### Aim of the exercise
Search the listing for the string "junction" and copy every line that contains it.

### Data
[Start of section]

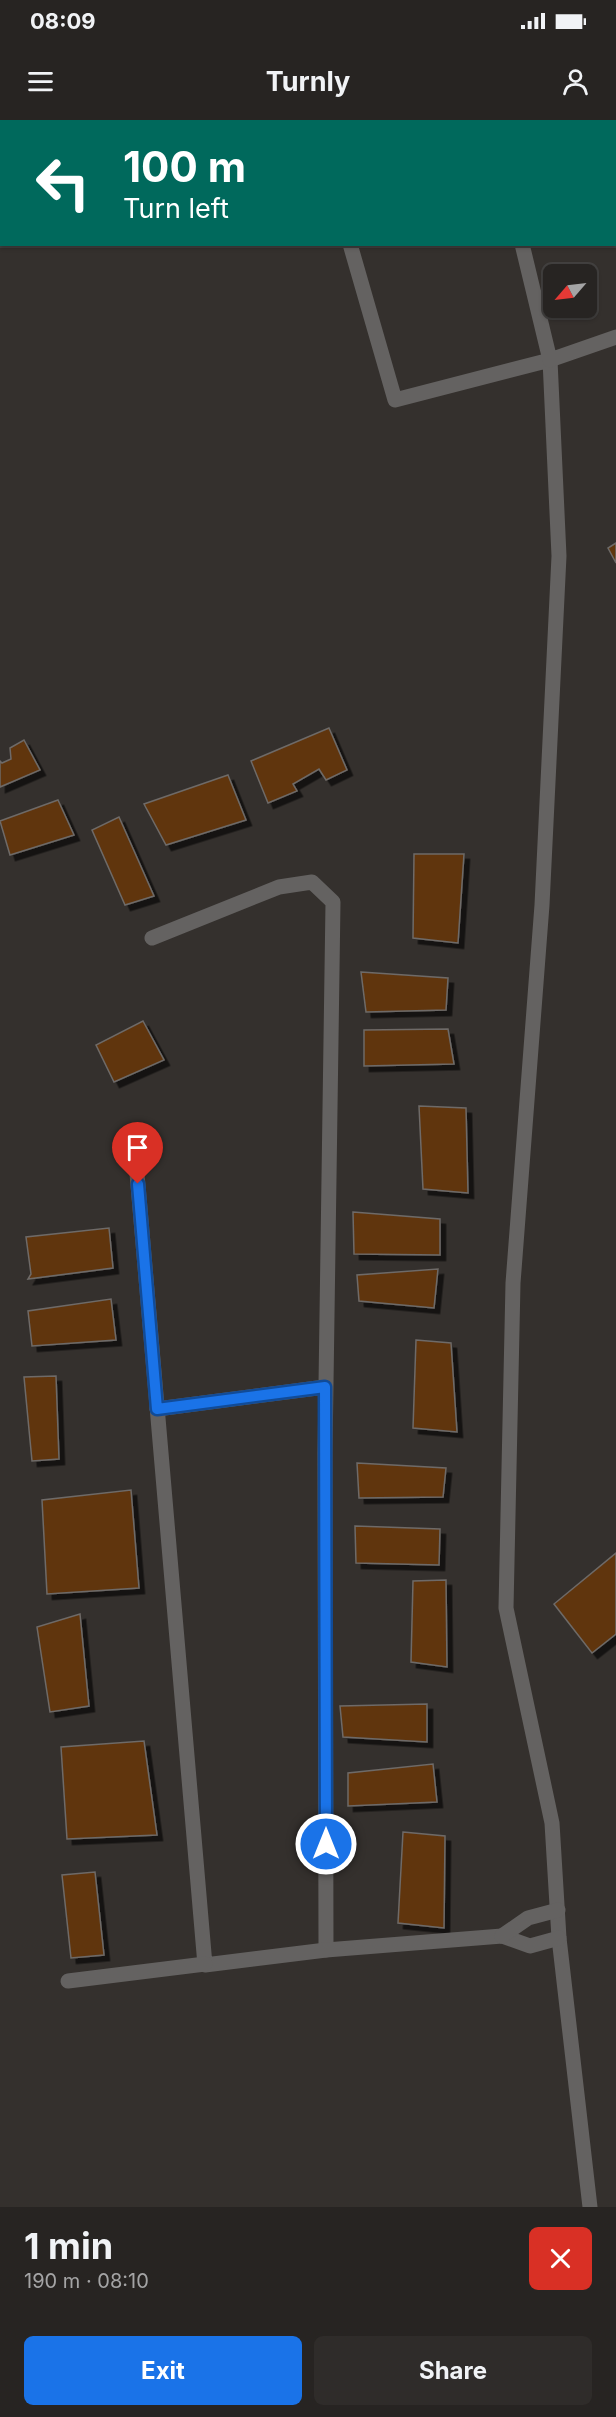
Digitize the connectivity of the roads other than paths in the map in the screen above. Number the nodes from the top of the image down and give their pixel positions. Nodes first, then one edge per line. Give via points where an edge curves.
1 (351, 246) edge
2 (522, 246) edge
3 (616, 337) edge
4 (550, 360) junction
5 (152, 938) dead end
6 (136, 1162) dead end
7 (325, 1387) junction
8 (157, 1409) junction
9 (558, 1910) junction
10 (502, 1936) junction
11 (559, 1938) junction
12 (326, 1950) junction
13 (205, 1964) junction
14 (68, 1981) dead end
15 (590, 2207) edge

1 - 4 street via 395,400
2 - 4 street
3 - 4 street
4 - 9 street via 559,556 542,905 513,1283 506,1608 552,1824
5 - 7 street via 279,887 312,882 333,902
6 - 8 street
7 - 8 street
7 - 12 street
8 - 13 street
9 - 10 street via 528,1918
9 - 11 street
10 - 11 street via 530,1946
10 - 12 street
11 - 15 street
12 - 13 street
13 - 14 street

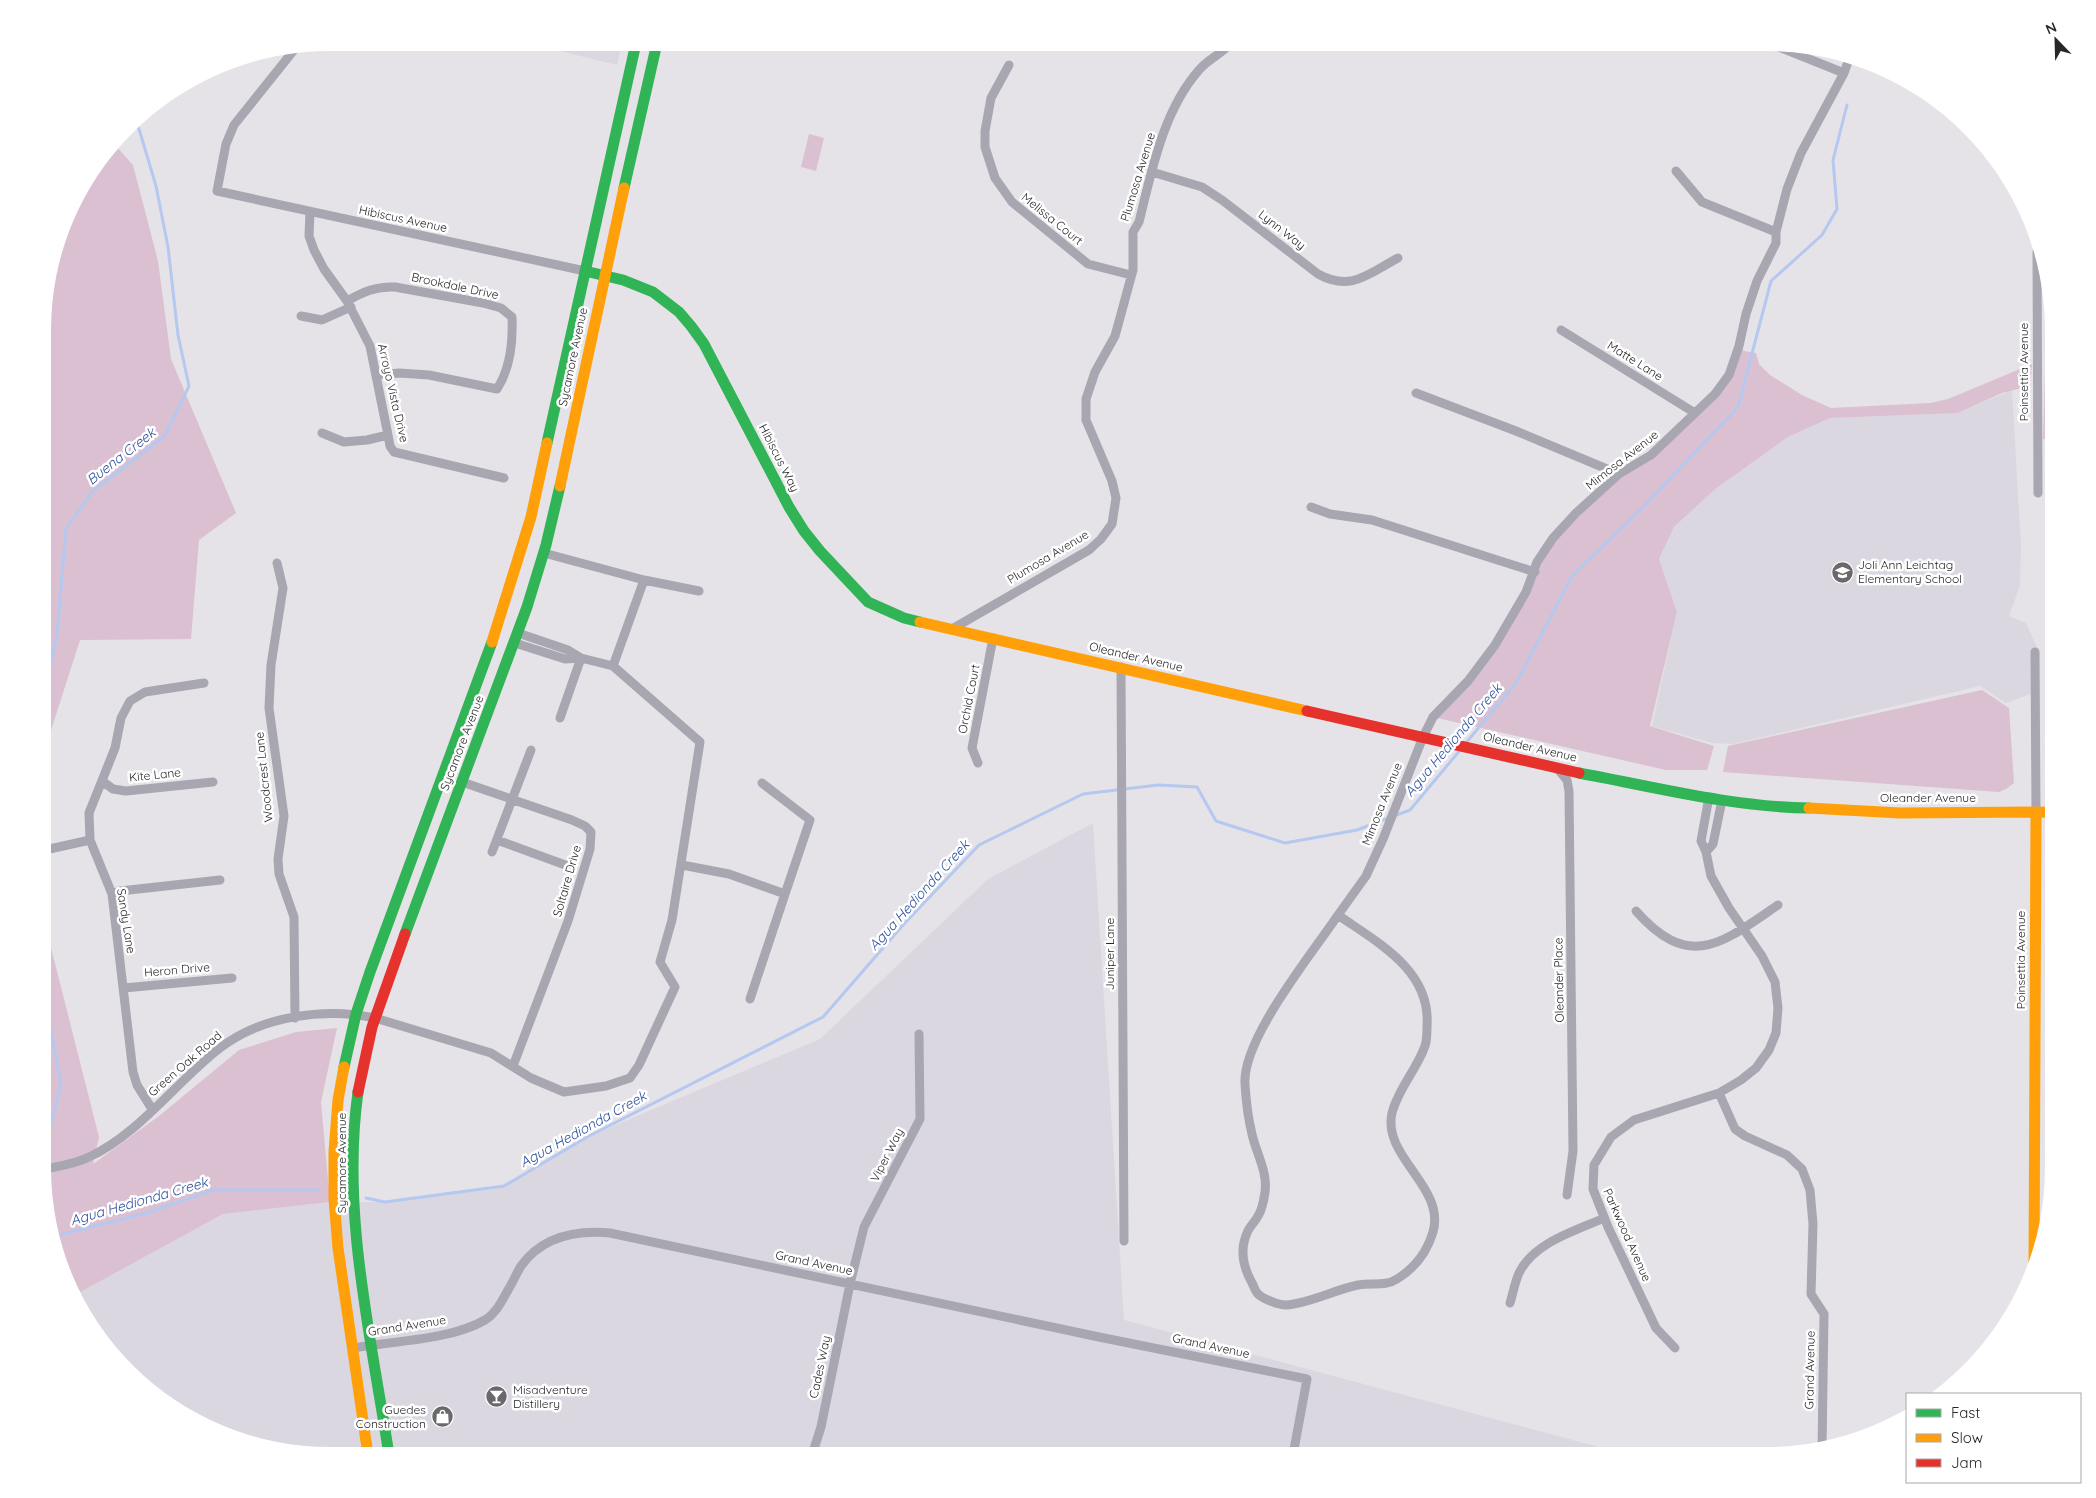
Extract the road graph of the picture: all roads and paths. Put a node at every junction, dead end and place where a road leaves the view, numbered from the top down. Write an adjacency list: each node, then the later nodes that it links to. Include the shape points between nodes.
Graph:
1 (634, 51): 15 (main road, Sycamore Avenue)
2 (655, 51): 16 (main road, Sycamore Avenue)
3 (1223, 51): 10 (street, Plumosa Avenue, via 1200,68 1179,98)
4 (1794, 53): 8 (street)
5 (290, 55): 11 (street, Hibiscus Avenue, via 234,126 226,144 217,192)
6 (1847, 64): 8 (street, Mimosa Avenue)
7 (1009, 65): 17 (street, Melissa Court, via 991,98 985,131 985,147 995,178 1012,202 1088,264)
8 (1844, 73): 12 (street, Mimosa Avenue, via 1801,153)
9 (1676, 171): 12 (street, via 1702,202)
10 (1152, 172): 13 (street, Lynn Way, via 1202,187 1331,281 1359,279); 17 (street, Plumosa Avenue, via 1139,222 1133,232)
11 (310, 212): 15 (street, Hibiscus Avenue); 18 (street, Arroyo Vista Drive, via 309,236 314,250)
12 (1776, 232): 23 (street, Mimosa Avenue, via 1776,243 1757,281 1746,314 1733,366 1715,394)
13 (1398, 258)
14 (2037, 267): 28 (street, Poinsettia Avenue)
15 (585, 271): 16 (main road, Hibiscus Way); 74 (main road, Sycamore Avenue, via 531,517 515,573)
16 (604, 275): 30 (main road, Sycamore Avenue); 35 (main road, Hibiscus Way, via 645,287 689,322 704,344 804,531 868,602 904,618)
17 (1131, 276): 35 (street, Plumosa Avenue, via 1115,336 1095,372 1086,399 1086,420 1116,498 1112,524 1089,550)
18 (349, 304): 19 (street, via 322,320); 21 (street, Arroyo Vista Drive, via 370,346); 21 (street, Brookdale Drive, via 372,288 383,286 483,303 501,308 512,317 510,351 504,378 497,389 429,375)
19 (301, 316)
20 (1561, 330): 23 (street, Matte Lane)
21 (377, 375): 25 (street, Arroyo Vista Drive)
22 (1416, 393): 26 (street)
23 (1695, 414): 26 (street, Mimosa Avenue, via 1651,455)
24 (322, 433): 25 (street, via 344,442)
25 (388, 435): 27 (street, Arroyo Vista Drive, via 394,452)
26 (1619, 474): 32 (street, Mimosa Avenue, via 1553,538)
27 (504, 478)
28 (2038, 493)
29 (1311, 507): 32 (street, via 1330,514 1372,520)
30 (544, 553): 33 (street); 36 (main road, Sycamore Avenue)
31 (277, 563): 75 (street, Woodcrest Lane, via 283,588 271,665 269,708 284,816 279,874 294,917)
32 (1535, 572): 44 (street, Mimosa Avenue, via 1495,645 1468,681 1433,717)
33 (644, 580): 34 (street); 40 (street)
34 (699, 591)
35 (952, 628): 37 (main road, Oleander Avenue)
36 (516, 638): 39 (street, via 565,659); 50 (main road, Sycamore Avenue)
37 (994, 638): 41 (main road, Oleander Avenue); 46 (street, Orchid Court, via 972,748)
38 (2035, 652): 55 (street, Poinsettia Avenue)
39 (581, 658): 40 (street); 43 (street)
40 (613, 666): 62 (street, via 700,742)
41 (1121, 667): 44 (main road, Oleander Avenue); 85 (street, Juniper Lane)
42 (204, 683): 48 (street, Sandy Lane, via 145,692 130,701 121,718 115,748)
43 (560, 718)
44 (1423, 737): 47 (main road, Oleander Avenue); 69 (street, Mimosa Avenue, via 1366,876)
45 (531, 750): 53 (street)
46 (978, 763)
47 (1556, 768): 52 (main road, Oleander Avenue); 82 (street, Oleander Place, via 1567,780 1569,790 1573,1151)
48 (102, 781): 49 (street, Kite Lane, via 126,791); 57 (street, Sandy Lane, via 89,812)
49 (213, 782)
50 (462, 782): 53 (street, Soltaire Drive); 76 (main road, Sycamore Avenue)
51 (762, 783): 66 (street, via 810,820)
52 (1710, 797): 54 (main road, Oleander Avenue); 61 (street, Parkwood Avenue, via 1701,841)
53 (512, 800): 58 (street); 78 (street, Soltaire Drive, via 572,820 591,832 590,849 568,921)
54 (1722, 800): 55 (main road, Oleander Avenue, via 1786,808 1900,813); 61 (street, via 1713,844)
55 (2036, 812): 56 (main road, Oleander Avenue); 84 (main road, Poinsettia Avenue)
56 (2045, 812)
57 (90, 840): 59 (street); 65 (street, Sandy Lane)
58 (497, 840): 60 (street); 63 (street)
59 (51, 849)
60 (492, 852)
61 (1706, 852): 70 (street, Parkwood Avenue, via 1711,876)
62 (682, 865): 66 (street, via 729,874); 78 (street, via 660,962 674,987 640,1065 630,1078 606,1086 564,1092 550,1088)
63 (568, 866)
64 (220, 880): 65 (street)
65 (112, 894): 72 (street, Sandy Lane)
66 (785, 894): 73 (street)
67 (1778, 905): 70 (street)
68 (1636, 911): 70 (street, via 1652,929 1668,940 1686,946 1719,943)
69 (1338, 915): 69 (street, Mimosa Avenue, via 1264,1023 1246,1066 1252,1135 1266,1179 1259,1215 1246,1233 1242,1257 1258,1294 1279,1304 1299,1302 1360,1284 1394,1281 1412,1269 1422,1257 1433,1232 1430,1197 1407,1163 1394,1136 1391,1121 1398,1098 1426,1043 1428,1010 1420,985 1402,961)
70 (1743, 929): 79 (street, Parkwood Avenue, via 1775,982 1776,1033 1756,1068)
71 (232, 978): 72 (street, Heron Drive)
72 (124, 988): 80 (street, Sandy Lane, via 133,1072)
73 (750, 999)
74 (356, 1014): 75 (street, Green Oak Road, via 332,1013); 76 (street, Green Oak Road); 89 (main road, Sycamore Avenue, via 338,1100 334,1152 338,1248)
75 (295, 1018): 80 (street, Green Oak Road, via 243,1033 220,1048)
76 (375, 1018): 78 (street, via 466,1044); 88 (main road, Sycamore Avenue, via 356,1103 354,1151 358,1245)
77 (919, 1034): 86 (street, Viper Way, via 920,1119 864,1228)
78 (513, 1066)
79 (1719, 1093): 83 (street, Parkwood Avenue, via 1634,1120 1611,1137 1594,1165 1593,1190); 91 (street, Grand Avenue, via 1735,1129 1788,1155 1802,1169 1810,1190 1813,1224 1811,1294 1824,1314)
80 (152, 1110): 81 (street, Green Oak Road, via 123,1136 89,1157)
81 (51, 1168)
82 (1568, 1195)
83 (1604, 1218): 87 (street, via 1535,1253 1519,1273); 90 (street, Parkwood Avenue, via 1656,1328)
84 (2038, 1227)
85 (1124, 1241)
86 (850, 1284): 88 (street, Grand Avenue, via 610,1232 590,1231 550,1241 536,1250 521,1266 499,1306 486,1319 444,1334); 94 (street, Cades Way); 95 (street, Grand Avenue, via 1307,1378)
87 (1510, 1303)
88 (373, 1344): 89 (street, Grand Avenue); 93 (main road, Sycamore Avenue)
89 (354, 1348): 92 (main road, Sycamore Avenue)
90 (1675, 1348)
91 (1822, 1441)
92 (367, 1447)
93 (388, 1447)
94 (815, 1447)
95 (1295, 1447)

[End of section]

### Result
4 (550, 360) junction
7 (325, 1387) junction
8 (157, 1409) junction
9 (558, 1910) junction
10 (502, 1936) junction
11 (559, 1938) junction
12 (326, 1950) junction
13 (205, 1964) junction
Extract the road graph of the picture: all roads and paths. Put a node at every junction, dead end and place where a road leaves the view, numbered from the top down. Write an adjacency list: each node, then the later nodes that it links to. Include the shape points between nodes.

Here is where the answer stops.